US-9626977

Inserting watermarks into audio signals that have speech-like properties

PublishedApril 18, 2017

Assigneenot available in USPTO data we have

Inventorsnot available in USPTO data we have

Technical Abstract

A method for a machine or group of machines to watermark an audio signal includes receiving an audio signal and a watermark signal including multiple symbols, and inserting at least some of the multiple symbols in multiple spectral channels of the audio signal, each spectral channel corresponding to a different frequency range. Optimization of the design incorporates minimizing the human auditory system perceiving the watermark channels by taking into account perceptual time-frequency masking, pattern detection of watermarking messages, the statistics of worst case program content such as speech, and speech-like programs.

Patent Claims

36 claims

Legal claims defining the scope of protection, as filed with the USPTO.

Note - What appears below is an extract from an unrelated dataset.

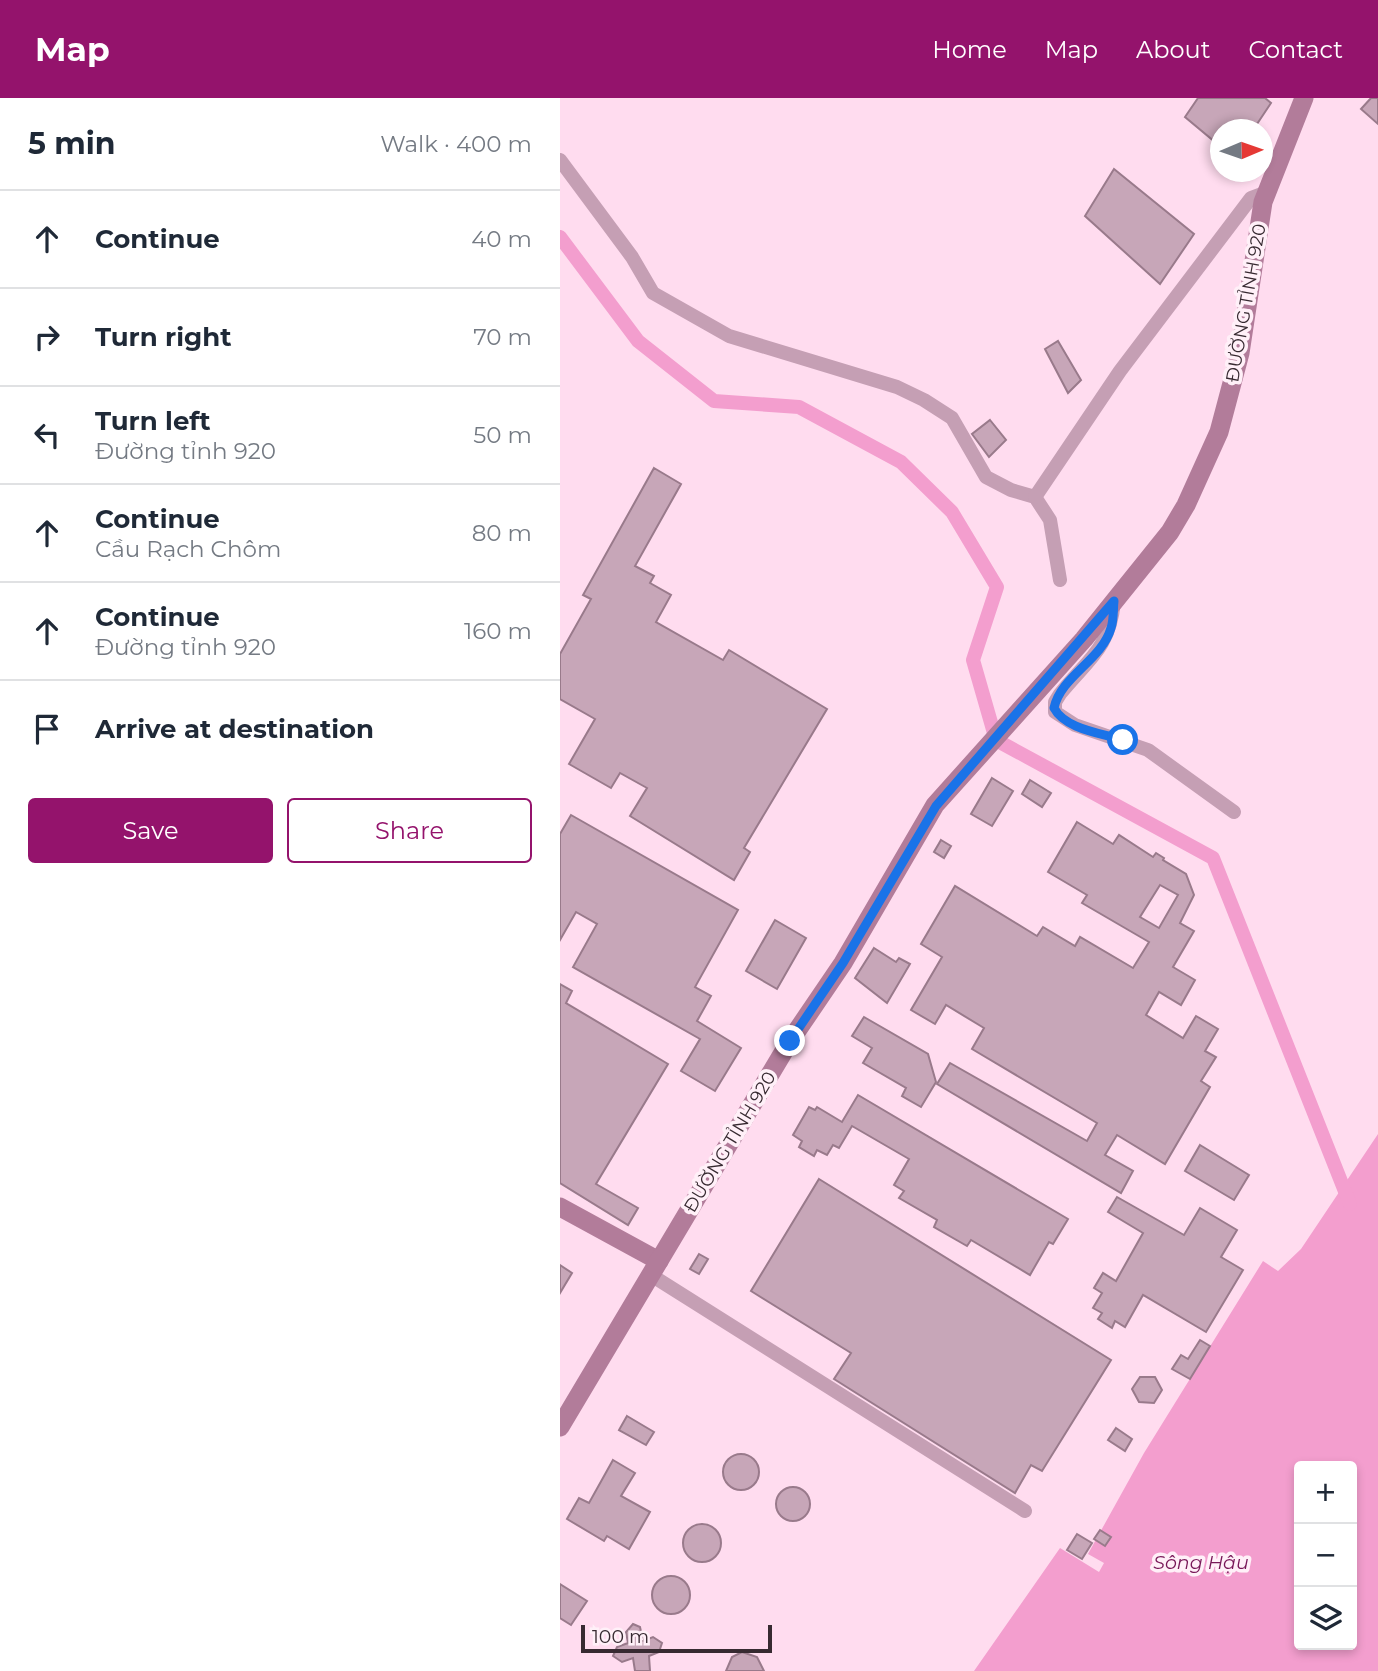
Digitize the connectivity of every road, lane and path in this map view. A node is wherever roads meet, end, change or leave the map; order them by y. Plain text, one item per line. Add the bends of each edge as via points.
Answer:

1. A method for a machine or group of machines to watermark an audio signal, the method comprising: receiving an audio signal; receiving watermark data payload information; converting the watermark data payload information into a watermark audio signal including one or more watermark messages corresponding to the watermark data payload information, each of the one or more watermark messages comprising multiple bits, each bit represented by a respective symbol of predetermined multiple symbols, each of the multiple symbols corresponding to a respective audio segment; and inserting the one or more watermark messages into multiple spectral channels of the audio signal one symbol, of the multiple symbols, per spectral channel, of the multiple spectral channels, at a time, wherein each of the multiple spectral channels occupies a different frequency range and wherein each of the multiple symbols has a time duration that ranges from 20 milliseconds to 50 milliseconds.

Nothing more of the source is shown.